Par-delà la diversité des parcours pèse sur le processus de formation de soi des gais et des lesbiennes la contrainte normative à l’hétérosexualité, mais la force de cette contrainte n’opère pas de la même façon pour les deux sexes. En effet pour les lesbiennes, la question de l’invisibilité est intrinsèquement liée au statut social femme. Le but de cette recherche est de révéler, en s’appuyant sur les conceptions contemporaines du lesbianisme (mode de nomination de soi, pratiques de couple, composition du script sexuel), une réalité peu analysée en sciences sociales, et de contribuer à interroger la catégorie femme et l’organisation hétérosociale dans laquelle elle se définit.
Analyser les trajectoires lesbiennes permet d’interroger par la marge un ensemble de normes sociales régissant la sexualité, le couple, les représentations sexuées inhérentes à la norme androcentrée. Il en découle les questions suivantes : comment se définit-on lesbienne dans un contexte hétérosexiste ? Par quel processus peut-on se penser et se présenter aux autres ? Comment définit-on le couple quand les catégorisations de sexe ne sont pas le principal référent ? Et enfin, comment s’organise la sexualité quand elle ne repose pas sur la division hiérarchisée des sexes ?
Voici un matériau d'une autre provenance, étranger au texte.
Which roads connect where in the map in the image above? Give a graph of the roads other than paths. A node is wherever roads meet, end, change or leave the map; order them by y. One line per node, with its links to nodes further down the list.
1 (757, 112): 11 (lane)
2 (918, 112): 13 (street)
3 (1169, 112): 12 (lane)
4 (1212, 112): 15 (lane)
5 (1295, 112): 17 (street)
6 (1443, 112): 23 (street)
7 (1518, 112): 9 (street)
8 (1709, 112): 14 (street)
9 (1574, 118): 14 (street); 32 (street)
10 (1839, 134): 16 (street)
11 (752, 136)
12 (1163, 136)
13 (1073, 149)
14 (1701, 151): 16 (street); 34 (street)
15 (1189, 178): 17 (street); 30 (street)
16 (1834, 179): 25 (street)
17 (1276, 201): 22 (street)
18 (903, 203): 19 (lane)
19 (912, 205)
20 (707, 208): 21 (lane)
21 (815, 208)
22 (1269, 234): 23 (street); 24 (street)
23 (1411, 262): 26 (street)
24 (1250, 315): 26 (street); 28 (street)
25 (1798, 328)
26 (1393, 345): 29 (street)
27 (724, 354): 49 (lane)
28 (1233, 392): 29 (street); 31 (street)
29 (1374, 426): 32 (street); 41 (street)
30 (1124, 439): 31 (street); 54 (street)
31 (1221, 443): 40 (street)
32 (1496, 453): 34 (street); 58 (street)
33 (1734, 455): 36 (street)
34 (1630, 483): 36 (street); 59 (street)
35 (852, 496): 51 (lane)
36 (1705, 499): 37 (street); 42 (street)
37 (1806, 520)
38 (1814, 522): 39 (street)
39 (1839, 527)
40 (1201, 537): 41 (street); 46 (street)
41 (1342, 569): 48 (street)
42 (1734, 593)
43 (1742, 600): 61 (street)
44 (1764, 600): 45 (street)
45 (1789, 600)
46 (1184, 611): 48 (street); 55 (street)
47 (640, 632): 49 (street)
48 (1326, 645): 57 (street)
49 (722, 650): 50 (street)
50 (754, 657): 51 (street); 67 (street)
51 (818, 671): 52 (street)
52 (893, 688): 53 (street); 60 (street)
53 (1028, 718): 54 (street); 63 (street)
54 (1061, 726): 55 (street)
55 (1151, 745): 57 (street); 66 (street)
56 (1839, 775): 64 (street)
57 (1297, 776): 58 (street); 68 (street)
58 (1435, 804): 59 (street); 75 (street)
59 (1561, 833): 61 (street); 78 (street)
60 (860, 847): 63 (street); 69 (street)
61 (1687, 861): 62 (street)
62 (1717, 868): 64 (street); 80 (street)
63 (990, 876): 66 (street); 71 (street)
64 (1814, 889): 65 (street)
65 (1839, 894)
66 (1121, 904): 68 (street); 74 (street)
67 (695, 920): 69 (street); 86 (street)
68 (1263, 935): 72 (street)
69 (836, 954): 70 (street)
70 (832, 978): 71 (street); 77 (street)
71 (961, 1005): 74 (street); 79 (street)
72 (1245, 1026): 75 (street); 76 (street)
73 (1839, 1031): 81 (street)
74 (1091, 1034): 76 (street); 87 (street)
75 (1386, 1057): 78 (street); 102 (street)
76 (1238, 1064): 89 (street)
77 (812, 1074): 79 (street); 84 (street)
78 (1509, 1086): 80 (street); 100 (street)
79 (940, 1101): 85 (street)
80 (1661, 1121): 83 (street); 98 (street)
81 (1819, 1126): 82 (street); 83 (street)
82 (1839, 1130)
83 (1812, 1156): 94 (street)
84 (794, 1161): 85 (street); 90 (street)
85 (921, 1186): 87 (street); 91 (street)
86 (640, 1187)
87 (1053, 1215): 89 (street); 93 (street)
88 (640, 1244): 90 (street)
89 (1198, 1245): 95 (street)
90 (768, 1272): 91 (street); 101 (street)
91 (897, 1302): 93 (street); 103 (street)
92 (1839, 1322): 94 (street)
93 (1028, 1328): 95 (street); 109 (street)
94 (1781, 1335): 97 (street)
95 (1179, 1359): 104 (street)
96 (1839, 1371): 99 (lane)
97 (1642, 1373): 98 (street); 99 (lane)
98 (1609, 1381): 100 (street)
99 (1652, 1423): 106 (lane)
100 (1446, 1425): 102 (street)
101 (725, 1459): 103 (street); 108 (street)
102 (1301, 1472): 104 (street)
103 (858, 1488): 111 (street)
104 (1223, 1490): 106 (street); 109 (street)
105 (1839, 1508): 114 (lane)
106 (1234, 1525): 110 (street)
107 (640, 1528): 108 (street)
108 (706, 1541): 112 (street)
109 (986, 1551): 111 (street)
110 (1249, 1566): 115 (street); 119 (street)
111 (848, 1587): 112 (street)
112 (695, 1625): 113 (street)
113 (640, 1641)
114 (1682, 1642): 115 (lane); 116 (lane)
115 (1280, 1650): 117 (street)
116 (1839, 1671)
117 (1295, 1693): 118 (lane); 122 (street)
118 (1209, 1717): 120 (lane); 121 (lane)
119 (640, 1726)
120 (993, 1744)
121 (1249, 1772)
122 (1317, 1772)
Mots clés : genre, couple, lesbianisme, script sexuel, hétérosexualité, norme.
Based on fieldwork observation and enquiry (interviews with 21 lesbians), this PhD dissertation aims at giving an account about normative elaboration processes in lesbian sexuality. Beyond analysing sexual practices’ discourses, this study unravels the ways lesbians think of themselves, and how they relate to gender normative constrains. Though undergoing a wide range of different life paths, gays and lesbians have to face the heterosexual, normative constraint’s weight. But if such weight affects their Self formation process, it does not operate the same for each of the two sexes. For in the lesbians’ case, the question of invisibility is intrinsically connected to their social status as women. While relying on contemporary conceptualizations of lesbianism (self naming practice, couple practices, sexual script construction), this research consists in disclosing a reality that Social Sciences have not yet thoroughly analysed. Moreover, it keeps on questioning what is the “woman”’s category in relation to an hetero-social organization, which is its very context of definition. Lesbian trajectories’ analysis opens up a questioning from the margin, which applies to a set of social norms regulating sexuality, couple, and sexual representation inherent to a male centred normative system. Consequently, such questions arise: how is one able to define oneself as a lesbian, while living in an heterosexist society? Through which process is one able to think of one’s own Self, and introduce it to Others? How the couple can be defined, when assignation to sexual categories is not the main reference? And last, how is sexuality organized when it does not rely on a sexual, hierarchical divide?
Key words: gender, sexual script, couple, lesbianism, heterosexuality, norm.
Laboratoire d’anthropologie sociale (Collège de France – CNRS – EHESS)
52, rue du Cardinal-Lemoine, 75005 Paris.